Der Iran hat nach Angaben der Internationalen Atomenergiebehörde (IAEA) offiziell angekündigt, klar gegen das internationale Atomabkommen verstoßen zu wollen. Teheran wolle Uran auf einen Reinheitsgrad von bis zu 20 Prozent anreichern und damit die im Abkommen von 2015 festgelegte Schwelle deutlich überschreiten, teilte ein IAEA-Sprecher am Freitagabend mit. Das Sipri-Friedensforschungsinstitut warnte derweil vor zu großen Hoffnungen auf eine Rettung des Abkommens durch den künftigen US-Präsidenten Joe Biden.
Der Iran sandte eine Mitteilung zu seinen Plänen am 31. Dezember an die IAEA. Darin kündigt Teheran dem Behördensprecher zufolge an, das Uran in seiner unterirdischen Anlage in Fordow anreichern zu wollen. Damit solle ein kürzlich vom Parlament verabschiedetes Gesetz erfüllt werden. Das Gesetz fordert demnach die Produktion und Lagerung von „mindestens 120 Kilogramm an 20-prozentig angereichertem Uran pro Jahr“. Wann die Anreicherungsaktivität beginnen soll, gab Teheran nicht bekannt.

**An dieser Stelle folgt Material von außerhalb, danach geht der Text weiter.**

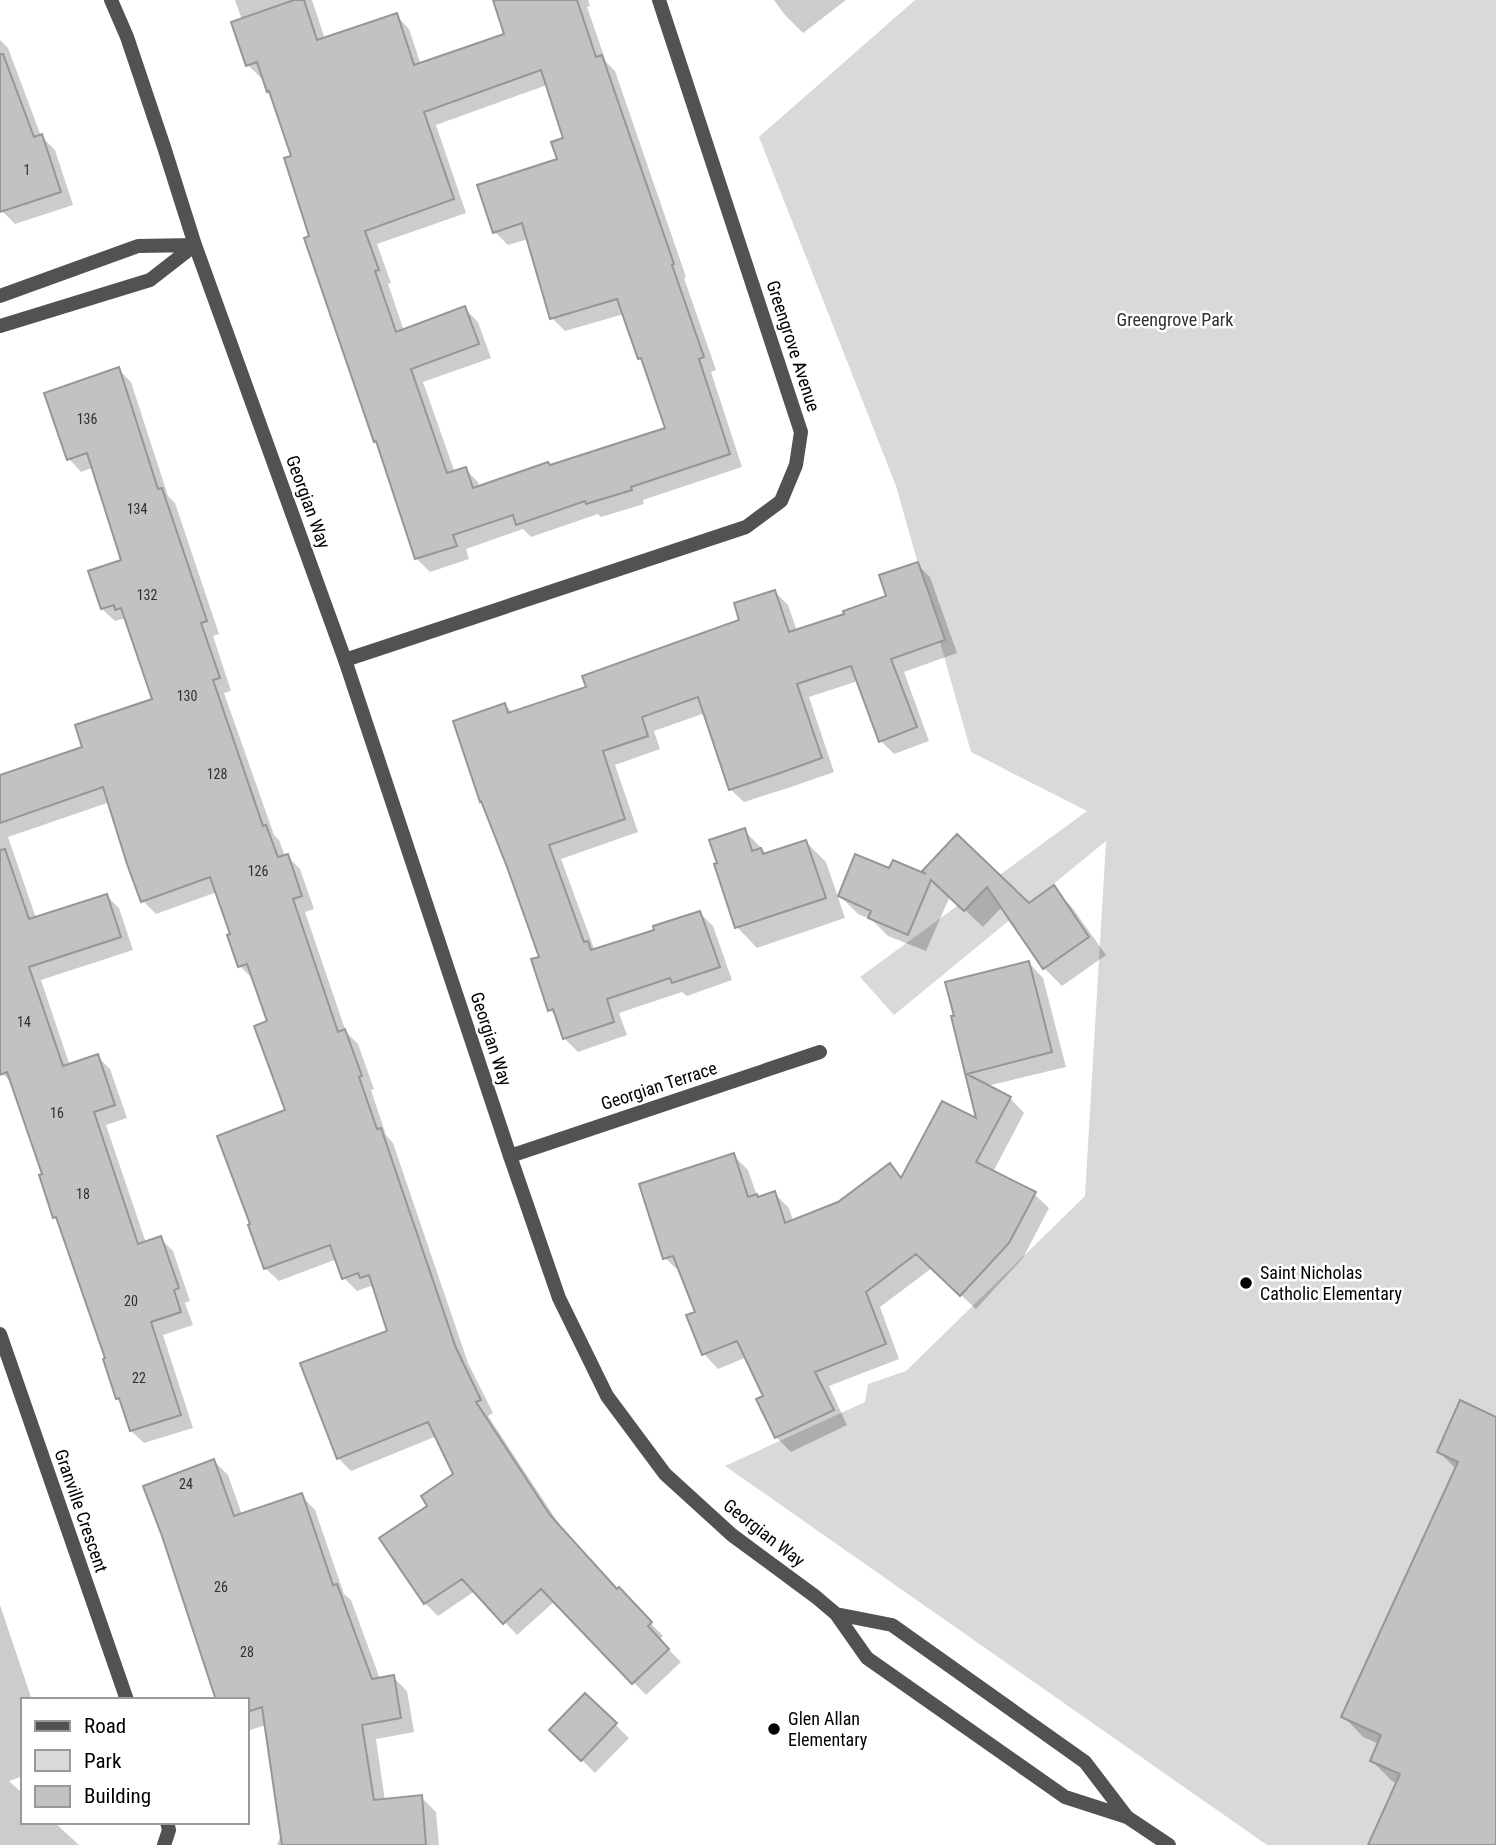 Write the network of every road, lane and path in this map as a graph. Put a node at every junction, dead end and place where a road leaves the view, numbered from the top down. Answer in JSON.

Der russische Vertreter bei der IAEA, Michail Uljanow, hatte zuvor im Internetdienst Twitter unter Berufung auf IAEA-Chef Rafael Grossi über die iranischen Anreicherungspläne berichtet. Ein Diplomat sprach von einem „weiteren Schlag“ gegen das Atomabkommen.
Das internationale Atomabkommen von 2015 soll sicherstellen, dass der Iran nicht die Fähigkeiten zum Bau einer Atombombe erlangt. US-Präsident Donald Trump hatte die von ihm als unzulänglich betrachtete Vereinbarung jedoch im Mai 2018 einseitig aufgekündigt und danach neue Sanktionen gegen Teheran in Kraft setzen lassen. Daraufhin zog sich auch der Iran schrittweise aus dem Abkommen zurück.

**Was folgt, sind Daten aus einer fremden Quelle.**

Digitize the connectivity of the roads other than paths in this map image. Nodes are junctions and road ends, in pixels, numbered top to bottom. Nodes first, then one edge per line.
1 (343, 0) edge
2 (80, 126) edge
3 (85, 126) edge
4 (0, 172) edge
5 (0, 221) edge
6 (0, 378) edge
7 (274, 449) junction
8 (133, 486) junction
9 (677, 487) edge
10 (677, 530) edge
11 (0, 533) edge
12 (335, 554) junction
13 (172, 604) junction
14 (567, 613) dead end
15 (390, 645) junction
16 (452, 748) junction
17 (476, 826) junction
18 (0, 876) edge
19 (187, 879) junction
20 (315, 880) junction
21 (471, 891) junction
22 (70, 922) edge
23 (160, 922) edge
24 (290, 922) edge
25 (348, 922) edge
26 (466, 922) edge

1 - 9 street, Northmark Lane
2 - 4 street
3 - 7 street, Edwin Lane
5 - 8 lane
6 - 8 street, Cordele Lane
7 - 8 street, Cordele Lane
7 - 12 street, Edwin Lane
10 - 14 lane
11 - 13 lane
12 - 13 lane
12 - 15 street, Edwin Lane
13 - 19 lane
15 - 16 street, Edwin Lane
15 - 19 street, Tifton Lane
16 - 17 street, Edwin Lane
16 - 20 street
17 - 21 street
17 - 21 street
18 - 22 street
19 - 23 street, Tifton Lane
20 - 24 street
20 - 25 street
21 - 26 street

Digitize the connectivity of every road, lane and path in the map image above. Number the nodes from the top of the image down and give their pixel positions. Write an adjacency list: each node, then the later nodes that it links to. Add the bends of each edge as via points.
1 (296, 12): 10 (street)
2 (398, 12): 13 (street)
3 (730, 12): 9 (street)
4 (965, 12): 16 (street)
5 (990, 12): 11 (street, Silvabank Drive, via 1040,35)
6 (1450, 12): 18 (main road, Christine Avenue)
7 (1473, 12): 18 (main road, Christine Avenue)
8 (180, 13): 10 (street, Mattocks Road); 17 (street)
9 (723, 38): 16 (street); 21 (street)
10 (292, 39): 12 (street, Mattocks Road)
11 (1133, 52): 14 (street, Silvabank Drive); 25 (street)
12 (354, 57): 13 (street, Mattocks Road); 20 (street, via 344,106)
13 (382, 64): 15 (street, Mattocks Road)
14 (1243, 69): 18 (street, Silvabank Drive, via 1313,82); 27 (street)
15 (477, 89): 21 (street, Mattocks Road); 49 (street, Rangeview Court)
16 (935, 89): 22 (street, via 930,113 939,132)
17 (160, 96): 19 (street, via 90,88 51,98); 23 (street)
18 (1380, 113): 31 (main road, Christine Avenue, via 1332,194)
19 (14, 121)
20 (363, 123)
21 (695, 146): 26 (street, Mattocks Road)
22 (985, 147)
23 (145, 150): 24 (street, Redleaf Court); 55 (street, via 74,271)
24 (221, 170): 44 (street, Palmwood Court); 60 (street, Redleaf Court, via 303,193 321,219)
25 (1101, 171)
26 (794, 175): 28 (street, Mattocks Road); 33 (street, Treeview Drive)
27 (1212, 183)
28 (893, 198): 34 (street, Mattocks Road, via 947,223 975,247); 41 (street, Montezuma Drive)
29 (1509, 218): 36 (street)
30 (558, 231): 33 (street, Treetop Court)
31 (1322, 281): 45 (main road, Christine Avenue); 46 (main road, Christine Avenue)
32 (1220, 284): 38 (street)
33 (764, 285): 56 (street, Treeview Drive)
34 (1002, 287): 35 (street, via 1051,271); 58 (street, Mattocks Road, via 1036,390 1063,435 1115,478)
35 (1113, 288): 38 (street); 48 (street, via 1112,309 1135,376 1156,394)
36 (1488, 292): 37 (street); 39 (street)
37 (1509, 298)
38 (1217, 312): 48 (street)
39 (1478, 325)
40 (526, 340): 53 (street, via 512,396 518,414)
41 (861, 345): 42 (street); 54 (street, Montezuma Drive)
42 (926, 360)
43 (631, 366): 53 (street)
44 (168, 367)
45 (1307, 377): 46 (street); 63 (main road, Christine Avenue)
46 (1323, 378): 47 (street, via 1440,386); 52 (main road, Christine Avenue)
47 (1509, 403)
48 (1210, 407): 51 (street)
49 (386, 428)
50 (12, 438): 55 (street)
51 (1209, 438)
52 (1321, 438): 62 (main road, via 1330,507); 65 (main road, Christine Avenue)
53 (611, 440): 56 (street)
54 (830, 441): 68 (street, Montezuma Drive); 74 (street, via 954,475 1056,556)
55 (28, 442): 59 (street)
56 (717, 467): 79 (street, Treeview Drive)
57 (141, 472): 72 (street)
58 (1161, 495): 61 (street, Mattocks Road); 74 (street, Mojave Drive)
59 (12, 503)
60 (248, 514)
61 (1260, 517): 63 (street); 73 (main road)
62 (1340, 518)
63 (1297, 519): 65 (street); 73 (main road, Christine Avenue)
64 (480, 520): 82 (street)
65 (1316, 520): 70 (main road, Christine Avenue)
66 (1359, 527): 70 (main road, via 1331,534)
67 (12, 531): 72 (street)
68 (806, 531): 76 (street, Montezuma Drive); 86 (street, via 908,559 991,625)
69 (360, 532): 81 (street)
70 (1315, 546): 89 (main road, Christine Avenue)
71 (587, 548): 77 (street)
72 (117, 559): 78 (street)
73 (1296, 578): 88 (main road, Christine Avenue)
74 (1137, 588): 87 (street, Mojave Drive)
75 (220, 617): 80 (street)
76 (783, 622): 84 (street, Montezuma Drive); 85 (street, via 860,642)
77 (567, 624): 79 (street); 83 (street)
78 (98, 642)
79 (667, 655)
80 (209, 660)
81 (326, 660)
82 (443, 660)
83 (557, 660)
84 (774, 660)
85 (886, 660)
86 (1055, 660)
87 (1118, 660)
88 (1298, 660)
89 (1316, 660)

Die anderen Unterzeichner des Abkommens – China, Frankreich, Deutschland, Russland und Großbritannien – setzen große Hoffnungen auf den künftigen US-Präsidenten Biden. Der Demokrat hat bereits angekündigt, den Pakt retten zu wollen.
Der Direktor des in Schweden ansässigen, renommierten Sipri-Friedensforschungsinstituts, Dan Smith, dämpfte allerdings die Hoffnungen auf Biden als Vermittler. „Eine erfolgreiche Wiederaufnahme des Abkommens könnte mehr politisches Kapital kosten, als Joe Biden bereit ist zu investieren“, sagte er der „Neuen Osnabrücker Zeitung“ vom Samstag.

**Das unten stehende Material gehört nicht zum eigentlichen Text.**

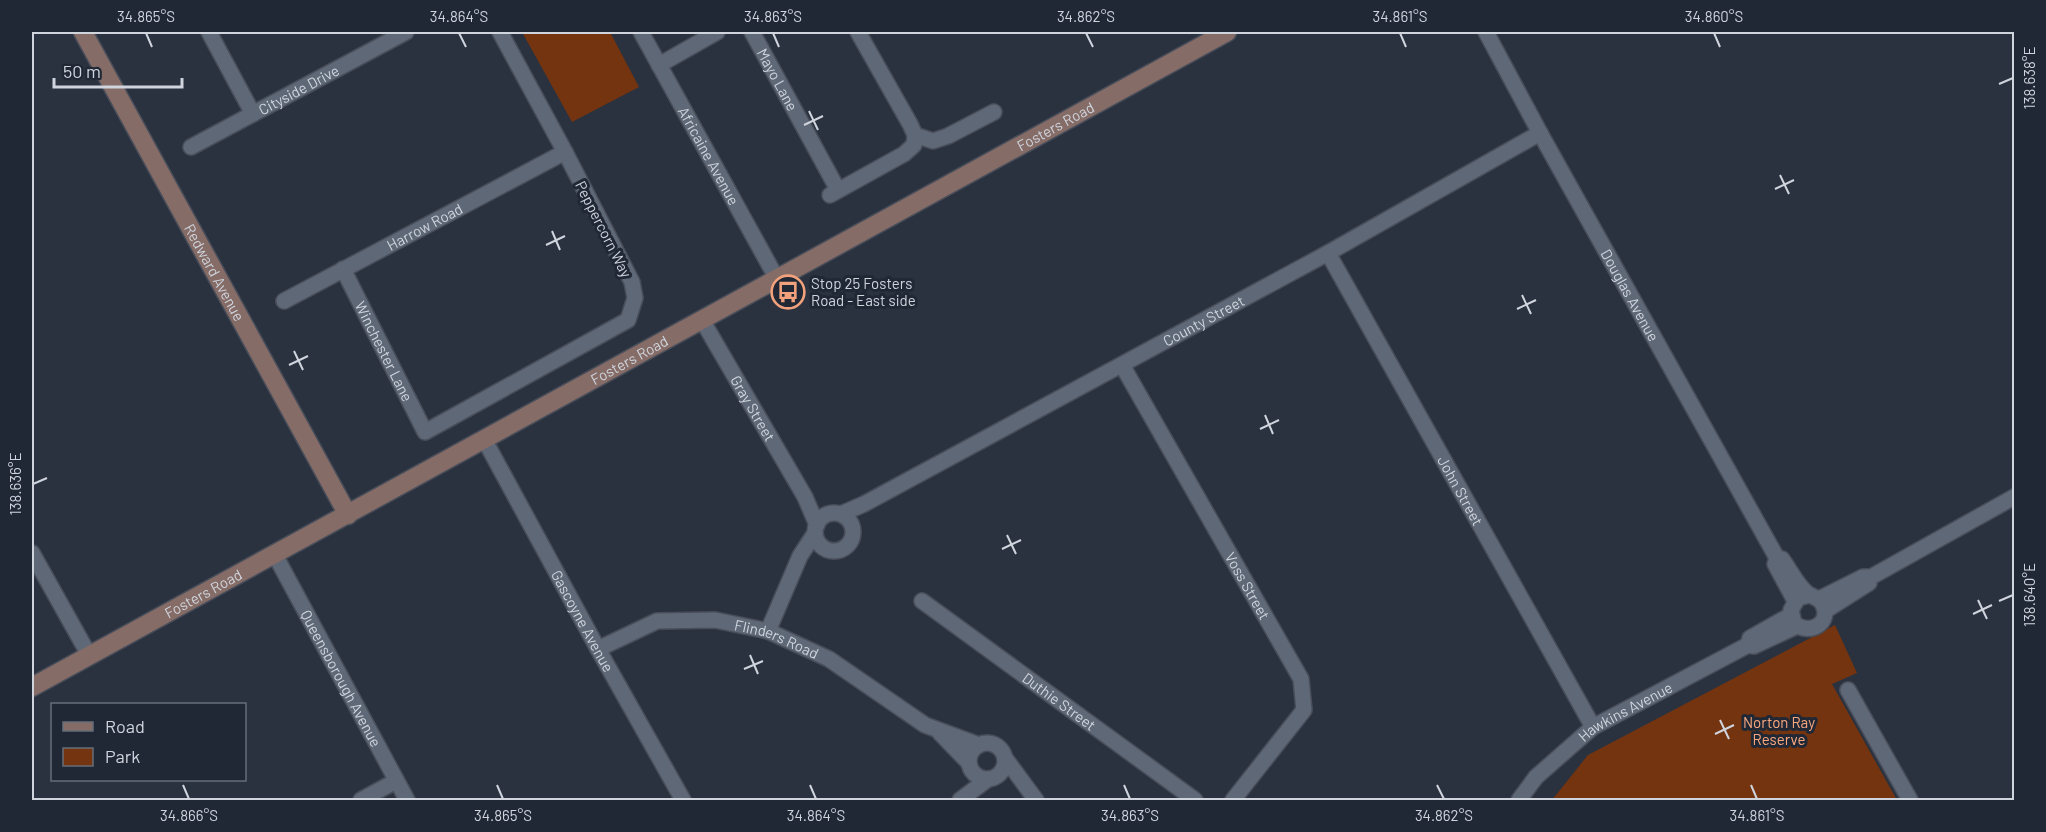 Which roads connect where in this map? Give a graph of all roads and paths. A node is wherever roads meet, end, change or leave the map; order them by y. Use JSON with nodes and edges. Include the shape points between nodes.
{"nodes":[{"id":1,"x":83,"y":32,"type":"edge"},
{"id":2,"x":209,"y":32,"type":"edge"},
{"id":3,"x":406,"y":32,"type":"edge"},
{"id":4,"x":500,"y":32,"type":"edge"},
{"id":5,"x":641,"y":32,"type":"edge"},
{"id":6,"x":717,"y":32,"type":"edge"},
{"id":7,"x":752,"y":32,"type":"edge"},
{"id":8,"x":858,"y":32,"type":"edge"},
{"id":9,"x":1486,"y":32,"type":"edge"},
{"id":10,"x":1220,"y":33,"type":"edge"},
{"id":11,"x":659,"y":65,"type":"junction"},
{"id":12,"x":994,"y":111,"type":"dead end"},
{"id":13,"x":252,"y":114,"type":"junction"},
{"id":14,"x":1540,"y":133,"type":"junction"},
{"id":15,"x":915,"y":135,"type":"junction"},
{"id":16,"x":191,"y":147,"type":"dead end"},
{"id":17,"x":565,"y":152,"type":"junction"},
{"id":18,"x":1328,"y":253,"type":"junction"},
{"id":19,"x":344,"y":269,"type":"junction"},
{"id":20,"x":777,"y":279,"type":"junction"},
{"id":21,"x":284,"y":301,"type":"dead end"},
{"id":22,"x":702,"y":320,"type":"junction"},
{"id":23,"x":1122,"y":365,"type":"junction"},
{"id":24,"x":425,"y":432,"type":"joint"},
{"id":25,"x":484,"y":440,"type":"junction"},
{"id":26,"x":805,"y":497,"type":"junction"},
{"id":27,"x":2013,"y":501,"type":"edge"},
{"id":28,"x":864,"y":504,"type":"junction"},
{"id":29,"x":836,"y":514,"type":"junction"},
{"id":30,"x":348,"y":515,"type":"junction"},
{"id":31,"x":852,"y":527,"type":"junction"},
{"id":32,"x":816,"y":529,"type":"junction"},
{"id":33,"x":830,"y":550,"type":"junction"},
{"id":34,"x":32,"y":553,"type":"edge"},
{"id":35,"x":274,"y":555,"type":"junction"},
{"id":36,"x":800,"y":556,"type":"junction"},
{"id":37,"x":922,"y":601,"type":"dead end"},
{"id":38,"x":1806,"y":608,"type":"junction"},
{"id":39,"x":768,"y":631,"type":"junction"},
{"id":40,"x":598,"y":649,"type":"junction"},
{"id":41,"x":89,"y":655,"type":"junction"},
{"id":42,"x":32,"y":687,"type":"edge"},
{"id":43,"x":1848,"y":690,"type":"dead end"},
{"id":44,"x":1593,"y":727,"type":"junction"},
{"id":45,"x":938,"y":731,"type":"junction"},
{"id":46,"x":979,"y":745,"type":"junction"},
{"id":47,"x":1005,"y":758,"type":"junction"},
{"id":48,"x":970,"y":765,"type":"junction"},
{"id":49,"x":991,"y":778,"type":"junction"},
{"id":50,"x":396,"y":781,"type":"junction"},
{"id":51,"x":1031,"y":795,"type":"edge"},
{"id":52,"x":361,"y":801,"type":"edge"},
{"id":53,"x":407,"y":801,"type":"edge"},
{"id":54,"x":683,"y":801,"type":"edge"},
{"id":55,"x":960,"y":801,"type":"edge"},
{"id":56,"x":1195,"y":801,"type":"edge"},
{"id":57,"x":1233,"y":801,"type":"edge"},
{"id":58,"x":1519,"y":801,"type":"edge"},
{"id":59,"x":1910,"y":801,"type":"edge"}],
"edges":[{"from":1,"to":30,"type":"main road","name":"Redward Avenue"},
{"from":2,"to":13,"type":"street"},
{"from":3,"to":13,"type":"street","name":"Cityside Drive"},
{"from":4,"to":17,"type":"street","name":"Peppercorn Way"},
{"from":5,"to":11,"type":"street","name":"Africaine Avenue"},
{"from":6,"to":11,"type":"street"},
{"from":7,"to":15,"type":"street","name":"Mayo Lane","via":[[834,193],[904,154],[914,145]]},
{"from":8,"to":15,"type":"street"},
{"from":9,"to":14,"type":"street","name":"Douglas Avenue"},
{"from":10,"to":20,"type":"main road","name":"Fosters Road"},
{"from":11,"to":20,"type":"street","name":"Africaine Avenue"},
{"from":12,"to":15,"type":"street","via":[[933,141]]},
{"from":13,"to":16,"type":"street","name":"Cityside Drive"},
{"from":14,"to":18,"type":"street","name":"County Street"},
{"from":14,"to":38,"type":"street","name":"Douglas Avenue","via":[[1777,558],[1775,564]]},
{"from":17,"to":19,"type":"street","name":"Harrow Road"},
{"from":17,"to":24,"type":"street","name":"Peppercorn Way","via":[[632,282],[635,298],[628,320]]},
{"from":18,"to":23,"type":"street","name":"County Street"},
{"from":18,"to":44,"type":"street","name":"John Street"},
{"from":19,"to":21,"type":"street","name":"Harrow Road"},
{"from":19,"to":24,"type":"street","name":"Winchester Lane"},
{"from":20,"to":22,"type":"main road","name":"Fosters Road"},
{"from":22,"to":25,"type":"main road","name":"Fosters Road"},
{"from":22,"to":26,"type":"street","name":"Gray Street"},
{"from":23,"to":28,"type":"street","name":"County Street"},
{"from":23,"to":57,"type":"street","name":"Voss Street","via":[[1301,679],[1304,710]]},
{"from":25,"to":30,"type":"main road","name":"Fosters Road"},
{"from":25,"to":40,"type":"street","name":"Gascoyne Avenue"},
{"from":26,"to":29,"type":"street","name":"Gray Street"},
{"from":26,"to":32,"type":"street","name":"Gray Street"},
{"from":27,"to":38,"type":"street","name":"Hawkins Avenue"},
{"from":28,"to":29,"type":"street","name":"County Street"},
{"from":28,"to":31,"type":"street"},
{"from":29,"to":31,"type":"street"},
{"from":29,"to":32,"type":"street","via":[[825,516]]},
{"from":30,"to":35,"type":"main road","name":"Fosters Road"},
{"from":31,"to":33,"type":"street","via":[[849,543],[841,550]]},
{"from":32,"to":33,"type":"street","via":[[820,544]]},
{"from":32,"to":36,"type":"street"},
{"from":33,"to":36,"type":"street"},
{"from":34,"to":41,"type":"street"},
{"from":35,"to":41,"type":"main road","name":"Fosters Road"},
{"from":35,"to":50,"type":"street","name":"Queensborough Avenue"},
{"from":36,"to":39,"type":"street"},
{"from":37,"to":56,"type":"street","name":"Duthie Street"},
{"from":38,"to":44,"type":"street","name":"Hawkins Avenue","via":[[1754,646],[1748,645]]},
{"from":39,"to":40,"type":"street","name":"Flinders Road","via":[[716,620],[657,621]]},
{"from":39,"to":45,"type":"street","name":"Flinders Road","via":[[829,659]]},
{"from":40,"to":54,"type":"street","name":"Gascoyne Avenue"},
{"from":41,"to":42,"type":"main road","name":"Fosters Road"},
{"from":43,"to":59,"type":"street"},
{"from":44,"to":58,"type":"street","name":"Hawkins Avenue","via":[[1536,777]]},
{"from":45,"to":46,"type":"street","name":"Flinders Road"},
{"from":45,"to":48,"type":"street","name":"Flinders Road"},
{"from":46,"to":47,"type":"street","via":[[995,746]]},
{"from":46,"to":48,"type":"street","via":[[971,752]]},
{"from":47,"to":49,"type":"street","via":[[1003,769]]},
{"from":47,"to":51,"type":"street"},
{"from":48,"to":49,"type":"street","via":[[977,776]]},
{"from":48,"to":55,"type":"street"},
{"from":49,"to":51,"type":"street"},
{"from":49,"to":55,"type":"street"},
{"from":50,"to":52,"type":"street"},
{"from":50,"to":53,"type":"street","name":"Queensborough Avenue"}]}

Auch im Iran sei die Stimmung gekippt, weil das Abkommen nicht gehalten habe, was es versprochen hatte, führte Smith aus. Weder sei der Iran vollständig an den Welthandel angebunden worden, noch hätten sich internationale Investoren in größerer Zahl ins Land getraut. „Aus Sicht der iranischen Führung bedürfte es seitens der USA also eines ganz besonderen Angebots, um sich dem Abkommen wieder voll und ganz verpflichtet zu fühlen. Ich sehe nicht, was Biden da auf den Tisch legen könnte“, sagte Smith.
Laut dem im November veröffentlichten aktuellen IAEA-Bericht reicherte Teheran zuletzt Uran auf einen Reinheitsgrad an, der über dem Grenzwert des Atomabkommens von 3,67 Prozent, aber unter dem Grenzwert von 4,5 Prozent liegt, den die IAEA vorsieht.
Im Iran wurden derweil die Spannungen mit den USA weiter geschürt. Der Chef der Revolutionsgarden, Hossein Salami, gelobte bei einem Besuch der strategisch wichtigen Golfinsel Abu Musa am Samstag, auf jede „Aktions des Feindes“ zu reagieren. Ein Jahr nach dem tödlichen US-Drohnenangriff auf den iranischen General Kassem Soleimani vergewisserte sich Salami der militärischen Stärke des Landes und drohte mit einem „entschiedenen und starken Schlag“.